Nonalcoholic fatty liver in nondiabetic patients with acute coronary syndromes
Version of Record online: 11 MAR 2013
© 2013 The Authors. European Journal of Clinical Investigation © 2013 Stichting European Society for Clinical Investigation Journal Foundation
European Journal of Clinical Investigation
Volume 43, Issue 5, pages 429–438, May 2013
How to Cite
Eur J Clin Invest 2013; 43 (5): 429–438
- Issue online: 17 APR 2013
- Version of Record online: 11 MAR 2013
- Manuscript Accepted: 10 FEB 2013
- Manuscript Received: 29 SEP 2012
- Acute coronary syndromes;
- metabolic syndrome;
- non alcoholic fatty liver disease;
Growing evidence was collected that non-alcoholic liver fatty disease (NAFLD) is a risk factor for coronary atherosclerosis in terms of angiographic appearance, but its involvement in acute coronary syndromes is still debated. We investigated the prevalence and severity of NAFLD in non-diabetic patients admitted for ST-segment elevation myocardial infarction (STEMI) and its association with multi-vessel coronary artery disease (CAD).
Materials and methods
Ninety-five consecutive non-diabetic patients admitted to cardiac ICU for STEMI were studied by ultrasound within 72 h from admission. NAFLD was graded according to a semi-quantitative severity score as mild (score < 3) or moderate-severe (> 3 score). Prevalence of cardiovascular (CV) risk factors, atherosclerotic burden markers and metabolic syndrome (MS) was investigated.

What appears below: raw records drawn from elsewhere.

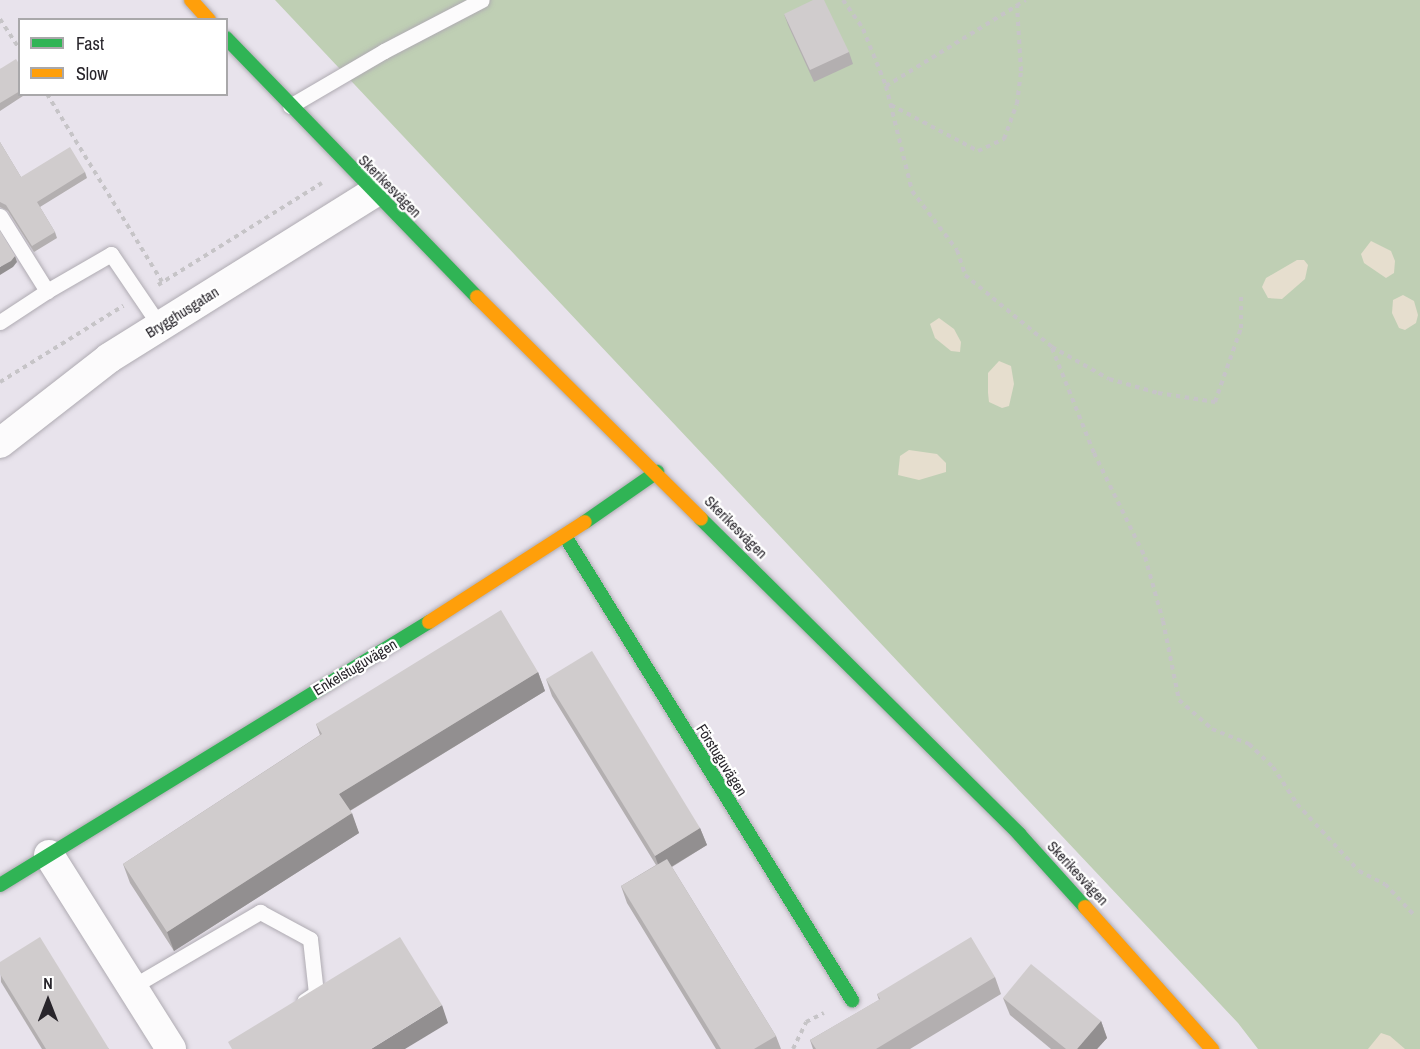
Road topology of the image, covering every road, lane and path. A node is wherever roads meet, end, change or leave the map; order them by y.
1 (191, 0) edge
2 (482, 0) edge
3 (843, 0) edge
4 (1026, 0) edge
5 (1017, 6) junction
6 (207, 18) edge
7 (0, 19) edge
8 (228, 40) edge
9 (18, 47) edge
10 (886, 86) junction
11 (47, 96) edge
12 (891, 105) junction
13 (290, 106) junction
14 (373, 193) junction
15 (0, 216) edge
16 (47, 291) junction
17 (1241, 295) dead end
18 (140, 296) junction
19 (0, 322) edge
20 (160, 326) junction
21 (1052, 347) junction
22 (0, 382) edge
23 (0, 443) edge
24 (657, 472) junction
25 (565, 536) junction
26 (49, 855) junction
27 (0, 885) edge
28 (1415, 916) dead end
29 (129, 988) junction
30 (852, 1000) joint
31 (288, 1012) edge
32 (171, 1049) edge
33 (793, 1049) edge
34 (1212, 1049) edge

1 - 6 street
2 - 13 lane
3 - 10 path
4 - 5 path
5 - 10 path
5 - 12 path
7 - 9 path
8 - 13 street, Skerikesvägen
10 - 12 path
11 - 18 path
12 - 21 path
13 - 14 street, Skerikesvägen
14 - 20 street, Brygghusgatan
14 - 24 street, Skerikesvägen
15 - 16 lane
16 - 18 lane
16 - 19 lane
17 - 21 path
18 - 20 lane
18 - 22 path
20 - 23 street, Brygghusgatan
21 - 28 path
24 - 25 street, Enkelstuguvägen
24 - 34 street, Skerikesvägen
25 - 26 street, Enkelstuguvägen
25 - 30 street, Förstuguvägen
26 - 27 street, Enkelstuguvägen
26 - 29 street
29 - 31 lane
29 - 32 street
30 - 33 path

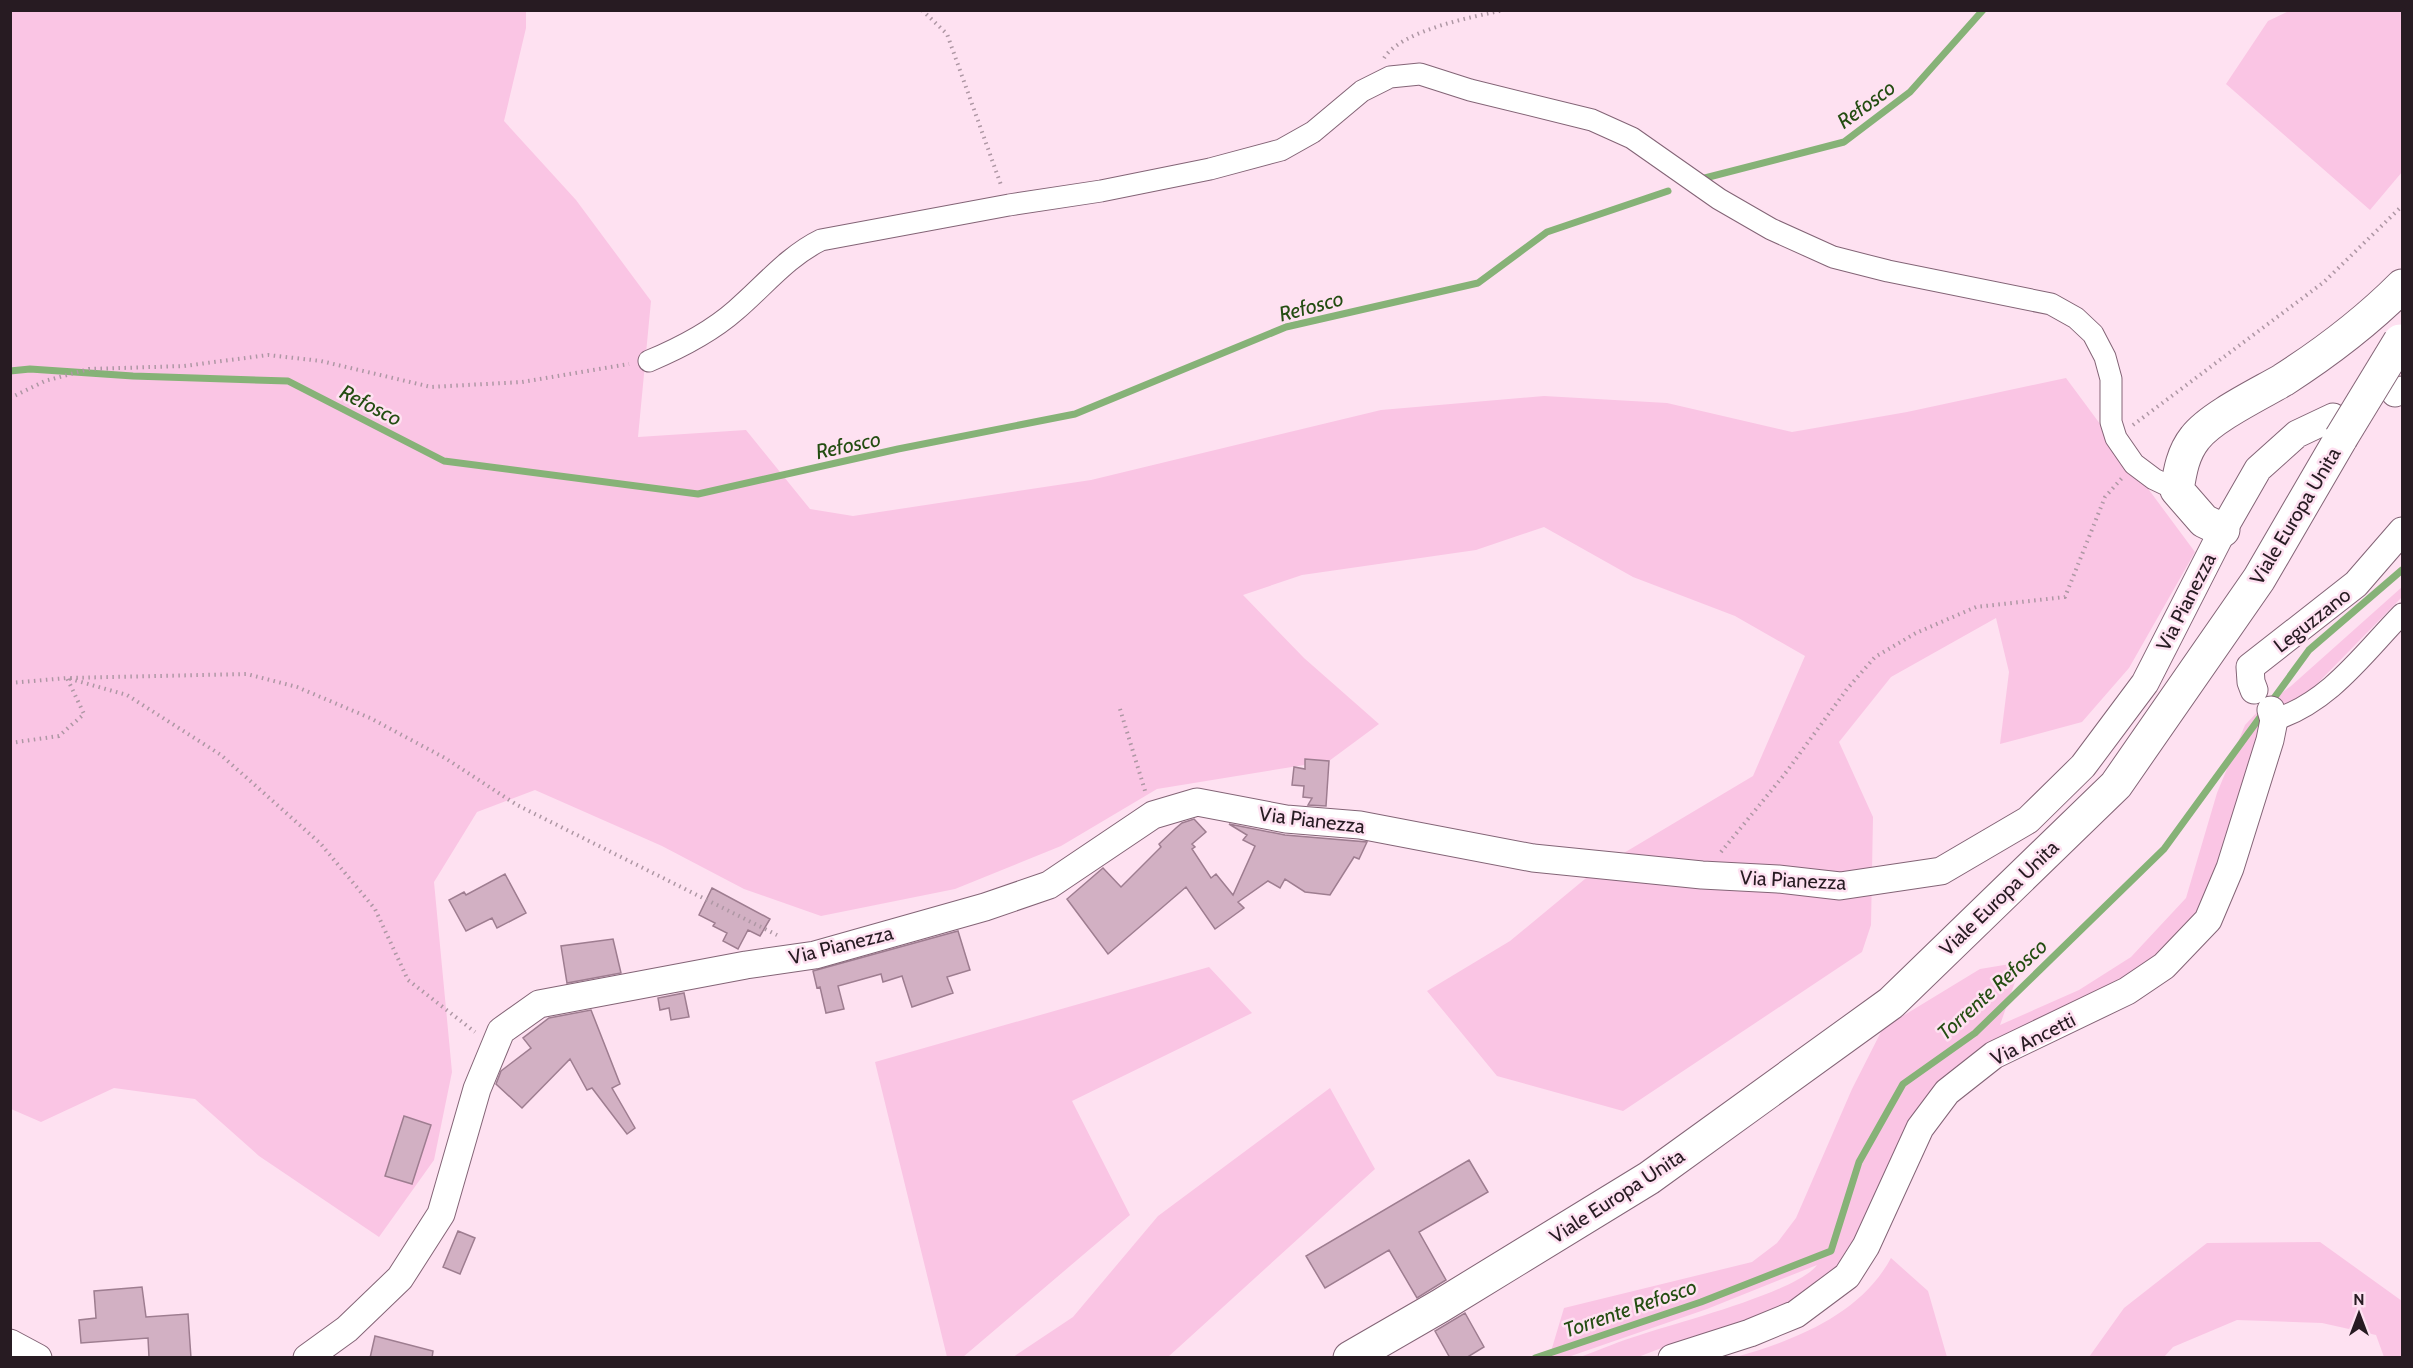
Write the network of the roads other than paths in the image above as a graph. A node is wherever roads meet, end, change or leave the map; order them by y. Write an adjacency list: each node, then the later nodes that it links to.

The overall prevalence of NAFLD was 87%. Forty-eight patients showed moderate-severe NAFLD (SFLD). Thirty-five patients showed mild NAFLD (MLFD group) and 12 patients had no NAFLD. Patients with SFLD were younger and showed higher prevalence of multi-vessel CAD (i.e. > 2) than patients with mild MFLD (P < 0·01). Total cholesterol, triglycerides, body mass index and waist circumference were higher and HDL lower in SFLD than MFLD patients. About 50% of all NAFLD patients did not have MS. MS prevalence was higher in SFLD than MLFD patients (P < 0·05) and among MS components, waist circumference and triglyceride levels showed the strongest association with SFLD (P < 0·05). At logistic regression analysis, SFLD was independently associated with a three-fold risk of multi-vessel CAD.
In non-diabetic patients admitted for STEMI NAFLD prevalence was very high. Severe NAFLD independently increased the risk for multi-vessel CAD associated to CV events.